Doramectin, sold under the brand name Dectomax among others, is a veterinary medication approved by the US Food and Drug Administration (FDA) for the treatment of parasites such as gastrointestinal roundworms, lungworms, eyeworms, grubs, sucking lice, and mange mites in cattle. It is available as a generic medication. It is available as a combination with levamisole under the brand name Valcor.

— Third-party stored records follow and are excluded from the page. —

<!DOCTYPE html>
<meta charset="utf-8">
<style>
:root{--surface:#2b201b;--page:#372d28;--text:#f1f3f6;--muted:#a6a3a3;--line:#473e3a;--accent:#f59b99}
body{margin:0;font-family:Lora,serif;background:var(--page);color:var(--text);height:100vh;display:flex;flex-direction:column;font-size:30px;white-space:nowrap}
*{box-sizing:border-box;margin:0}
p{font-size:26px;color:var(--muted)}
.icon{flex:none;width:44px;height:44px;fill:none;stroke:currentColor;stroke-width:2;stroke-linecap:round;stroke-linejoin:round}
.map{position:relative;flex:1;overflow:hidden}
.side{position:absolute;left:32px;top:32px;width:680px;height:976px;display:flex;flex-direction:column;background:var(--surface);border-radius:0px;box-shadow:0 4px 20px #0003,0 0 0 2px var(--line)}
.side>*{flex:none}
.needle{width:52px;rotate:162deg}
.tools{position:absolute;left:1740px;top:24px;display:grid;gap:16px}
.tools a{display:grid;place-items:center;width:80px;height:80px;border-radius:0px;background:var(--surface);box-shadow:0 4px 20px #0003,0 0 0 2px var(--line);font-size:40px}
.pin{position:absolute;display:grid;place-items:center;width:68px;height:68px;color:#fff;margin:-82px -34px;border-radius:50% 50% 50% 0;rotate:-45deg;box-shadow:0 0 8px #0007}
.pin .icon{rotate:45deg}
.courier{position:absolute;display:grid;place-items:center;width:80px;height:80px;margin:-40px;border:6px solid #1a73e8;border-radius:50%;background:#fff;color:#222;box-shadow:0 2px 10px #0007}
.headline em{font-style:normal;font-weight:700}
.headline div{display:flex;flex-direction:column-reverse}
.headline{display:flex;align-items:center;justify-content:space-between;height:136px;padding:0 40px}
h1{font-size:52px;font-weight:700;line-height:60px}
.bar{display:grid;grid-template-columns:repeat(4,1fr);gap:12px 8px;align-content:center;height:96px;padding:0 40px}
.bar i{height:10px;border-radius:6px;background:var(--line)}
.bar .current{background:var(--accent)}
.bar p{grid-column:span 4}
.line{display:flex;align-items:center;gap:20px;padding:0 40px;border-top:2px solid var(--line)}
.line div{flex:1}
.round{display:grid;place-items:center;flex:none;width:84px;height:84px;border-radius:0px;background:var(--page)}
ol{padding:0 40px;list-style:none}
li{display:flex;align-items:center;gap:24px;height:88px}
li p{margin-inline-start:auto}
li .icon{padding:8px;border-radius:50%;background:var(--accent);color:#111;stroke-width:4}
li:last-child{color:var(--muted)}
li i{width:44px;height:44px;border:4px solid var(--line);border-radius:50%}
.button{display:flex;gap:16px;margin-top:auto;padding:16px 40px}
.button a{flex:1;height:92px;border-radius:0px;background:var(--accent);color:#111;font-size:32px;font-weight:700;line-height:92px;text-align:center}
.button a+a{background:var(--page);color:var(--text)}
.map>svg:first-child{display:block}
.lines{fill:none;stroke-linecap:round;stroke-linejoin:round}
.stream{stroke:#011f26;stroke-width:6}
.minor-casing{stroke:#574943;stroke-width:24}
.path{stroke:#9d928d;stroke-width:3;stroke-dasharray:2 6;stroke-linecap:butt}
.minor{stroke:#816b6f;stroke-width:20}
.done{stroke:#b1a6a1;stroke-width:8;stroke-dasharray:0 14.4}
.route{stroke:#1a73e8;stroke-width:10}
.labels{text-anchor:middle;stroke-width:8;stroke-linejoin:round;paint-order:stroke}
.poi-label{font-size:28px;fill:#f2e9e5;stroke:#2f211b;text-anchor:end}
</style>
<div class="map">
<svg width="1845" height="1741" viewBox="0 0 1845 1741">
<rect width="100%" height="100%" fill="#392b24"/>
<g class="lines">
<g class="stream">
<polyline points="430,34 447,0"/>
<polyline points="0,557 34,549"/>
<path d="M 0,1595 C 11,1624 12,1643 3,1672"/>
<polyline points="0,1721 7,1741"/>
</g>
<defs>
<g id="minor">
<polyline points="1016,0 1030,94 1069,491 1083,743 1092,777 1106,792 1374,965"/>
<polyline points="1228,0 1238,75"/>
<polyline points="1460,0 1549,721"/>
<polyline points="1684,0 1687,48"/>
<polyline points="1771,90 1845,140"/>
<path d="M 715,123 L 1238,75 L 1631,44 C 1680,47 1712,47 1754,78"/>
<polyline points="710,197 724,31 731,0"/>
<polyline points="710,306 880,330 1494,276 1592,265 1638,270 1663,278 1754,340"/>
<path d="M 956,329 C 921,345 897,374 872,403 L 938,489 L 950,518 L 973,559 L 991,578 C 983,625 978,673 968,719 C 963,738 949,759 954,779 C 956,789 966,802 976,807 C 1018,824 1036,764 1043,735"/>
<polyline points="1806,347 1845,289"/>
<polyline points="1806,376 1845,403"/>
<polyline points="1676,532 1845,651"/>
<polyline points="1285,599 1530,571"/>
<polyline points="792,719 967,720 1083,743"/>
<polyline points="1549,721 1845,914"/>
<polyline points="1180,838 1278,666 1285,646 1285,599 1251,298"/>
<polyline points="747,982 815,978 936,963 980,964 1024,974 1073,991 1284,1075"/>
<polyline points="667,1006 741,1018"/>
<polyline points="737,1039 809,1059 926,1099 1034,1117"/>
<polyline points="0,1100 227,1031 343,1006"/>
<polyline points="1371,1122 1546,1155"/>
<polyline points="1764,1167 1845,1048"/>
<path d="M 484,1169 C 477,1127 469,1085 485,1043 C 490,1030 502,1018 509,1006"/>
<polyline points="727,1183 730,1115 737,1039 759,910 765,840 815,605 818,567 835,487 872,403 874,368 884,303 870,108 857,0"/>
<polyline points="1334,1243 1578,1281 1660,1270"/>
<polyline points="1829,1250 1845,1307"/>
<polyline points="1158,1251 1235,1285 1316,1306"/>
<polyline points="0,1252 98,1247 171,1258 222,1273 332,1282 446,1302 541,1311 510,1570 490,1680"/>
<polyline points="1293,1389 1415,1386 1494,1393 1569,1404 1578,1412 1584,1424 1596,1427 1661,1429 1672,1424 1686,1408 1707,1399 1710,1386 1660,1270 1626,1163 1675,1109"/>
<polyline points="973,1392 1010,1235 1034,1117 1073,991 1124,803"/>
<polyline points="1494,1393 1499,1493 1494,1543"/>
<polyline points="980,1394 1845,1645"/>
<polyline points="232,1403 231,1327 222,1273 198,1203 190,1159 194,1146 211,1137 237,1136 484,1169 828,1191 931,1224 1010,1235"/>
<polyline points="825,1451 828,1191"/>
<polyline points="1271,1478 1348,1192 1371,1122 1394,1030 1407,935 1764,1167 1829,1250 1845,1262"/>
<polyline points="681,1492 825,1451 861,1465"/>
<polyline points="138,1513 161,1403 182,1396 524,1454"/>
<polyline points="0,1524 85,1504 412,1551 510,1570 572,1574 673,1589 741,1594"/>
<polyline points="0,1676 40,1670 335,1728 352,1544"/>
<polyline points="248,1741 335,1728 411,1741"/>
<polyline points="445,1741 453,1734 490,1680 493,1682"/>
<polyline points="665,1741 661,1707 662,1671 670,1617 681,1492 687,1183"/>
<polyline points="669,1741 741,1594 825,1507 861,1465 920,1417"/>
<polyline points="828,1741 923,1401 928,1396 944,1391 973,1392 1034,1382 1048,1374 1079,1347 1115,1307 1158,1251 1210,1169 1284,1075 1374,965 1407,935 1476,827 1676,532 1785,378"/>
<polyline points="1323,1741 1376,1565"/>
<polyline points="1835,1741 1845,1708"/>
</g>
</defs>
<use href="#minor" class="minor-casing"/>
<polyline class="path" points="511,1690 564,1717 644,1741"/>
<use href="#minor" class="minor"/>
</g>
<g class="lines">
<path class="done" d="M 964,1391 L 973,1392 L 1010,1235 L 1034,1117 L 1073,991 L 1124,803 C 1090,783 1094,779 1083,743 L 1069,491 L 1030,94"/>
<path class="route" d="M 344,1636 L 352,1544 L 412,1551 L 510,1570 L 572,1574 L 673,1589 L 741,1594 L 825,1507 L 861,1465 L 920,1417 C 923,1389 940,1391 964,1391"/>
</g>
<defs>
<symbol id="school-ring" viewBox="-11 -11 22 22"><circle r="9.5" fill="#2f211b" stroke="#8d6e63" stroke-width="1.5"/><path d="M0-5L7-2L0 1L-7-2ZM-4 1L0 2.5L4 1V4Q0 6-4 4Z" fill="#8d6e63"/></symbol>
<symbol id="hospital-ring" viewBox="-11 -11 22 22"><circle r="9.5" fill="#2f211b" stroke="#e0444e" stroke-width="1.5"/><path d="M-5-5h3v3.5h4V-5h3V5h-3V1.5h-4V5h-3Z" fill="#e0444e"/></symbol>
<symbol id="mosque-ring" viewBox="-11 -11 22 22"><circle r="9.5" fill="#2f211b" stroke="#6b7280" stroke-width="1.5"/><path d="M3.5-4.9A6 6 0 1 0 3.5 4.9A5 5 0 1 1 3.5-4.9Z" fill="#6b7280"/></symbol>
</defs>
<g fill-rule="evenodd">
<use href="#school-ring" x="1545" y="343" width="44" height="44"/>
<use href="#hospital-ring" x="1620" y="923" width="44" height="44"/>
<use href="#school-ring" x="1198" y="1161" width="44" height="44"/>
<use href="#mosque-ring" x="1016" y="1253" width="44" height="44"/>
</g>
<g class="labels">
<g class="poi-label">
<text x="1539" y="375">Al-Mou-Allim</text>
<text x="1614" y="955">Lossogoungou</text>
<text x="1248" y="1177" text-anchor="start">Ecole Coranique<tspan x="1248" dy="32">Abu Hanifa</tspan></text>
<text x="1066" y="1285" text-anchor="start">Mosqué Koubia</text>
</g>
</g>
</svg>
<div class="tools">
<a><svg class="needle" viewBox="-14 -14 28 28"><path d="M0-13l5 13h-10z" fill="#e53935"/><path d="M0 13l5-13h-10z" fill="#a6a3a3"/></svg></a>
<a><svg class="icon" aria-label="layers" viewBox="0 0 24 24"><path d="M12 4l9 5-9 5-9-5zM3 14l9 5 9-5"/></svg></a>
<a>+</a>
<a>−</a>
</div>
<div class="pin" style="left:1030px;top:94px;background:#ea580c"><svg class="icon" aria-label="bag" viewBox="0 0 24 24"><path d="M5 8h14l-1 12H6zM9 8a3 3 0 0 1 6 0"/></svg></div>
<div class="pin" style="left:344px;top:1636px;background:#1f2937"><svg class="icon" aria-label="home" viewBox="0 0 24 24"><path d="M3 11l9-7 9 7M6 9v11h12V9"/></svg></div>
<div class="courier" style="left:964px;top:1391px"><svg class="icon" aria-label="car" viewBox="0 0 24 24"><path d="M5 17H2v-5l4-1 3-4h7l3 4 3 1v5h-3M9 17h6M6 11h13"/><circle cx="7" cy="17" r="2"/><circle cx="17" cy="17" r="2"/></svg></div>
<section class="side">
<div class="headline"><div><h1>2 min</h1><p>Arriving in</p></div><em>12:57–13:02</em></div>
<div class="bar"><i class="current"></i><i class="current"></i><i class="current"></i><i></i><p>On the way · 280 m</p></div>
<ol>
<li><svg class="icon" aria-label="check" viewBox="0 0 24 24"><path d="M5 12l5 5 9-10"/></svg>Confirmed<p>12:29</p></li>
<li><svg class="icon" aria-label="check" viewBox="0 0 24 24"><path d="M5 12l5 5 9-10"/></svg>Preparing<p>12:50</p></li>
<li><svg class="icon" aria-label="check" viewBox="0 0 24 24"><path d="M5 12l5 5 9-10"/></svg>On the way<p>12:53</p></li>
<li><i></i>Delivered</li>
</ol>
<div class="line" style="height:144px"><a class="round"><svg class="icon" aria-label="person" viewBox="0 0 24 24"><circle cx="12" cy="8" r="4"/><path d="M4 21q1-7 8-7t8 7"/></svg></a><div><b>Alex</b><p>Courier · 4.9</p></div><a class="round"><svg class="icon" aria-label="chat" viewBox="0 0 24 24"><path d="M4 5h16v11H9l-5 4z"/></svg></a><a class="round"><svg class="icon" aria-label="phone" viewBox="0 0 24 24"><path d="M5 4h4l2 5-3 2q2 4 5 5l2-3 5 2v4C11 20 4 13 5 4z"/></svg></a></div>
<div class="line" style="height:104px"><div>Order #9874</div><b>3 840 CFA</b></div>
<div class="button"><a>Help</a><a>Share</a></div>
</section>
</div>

It is used for the treatment and control of internal parasitosis (gastrointestinal and pulmonary nematodes), ticks and mange (and other ectoparasites). Doramectin is a derivative of ivermectin. Similarly to other drugs of this family, it is produced by fermentation by selected strains of Streptomyces avermitilis. Its spectrum includes: Haemonchus, Ostertagia, Trichostrongylus, Cooperia, and Oesophagostomum species and Dictyocaulus viviparus, Dermatobia hominis, Boophilus microplus, and Psoroptes bovis, among many other internal and external parasites. It is available as an injection and as a topical solution.

Society and culture

Brand names 
Doramectin is marketed in other countries as Doramec L.A. for cattle, sheep, and swine.

Doramectin is available for horses as an oral, flavored, bioadhesive gel under the name Doraquest L.A. Oral Gel. It can be used to control and treat internal parasites as roundworms, lungworms and some external parasites.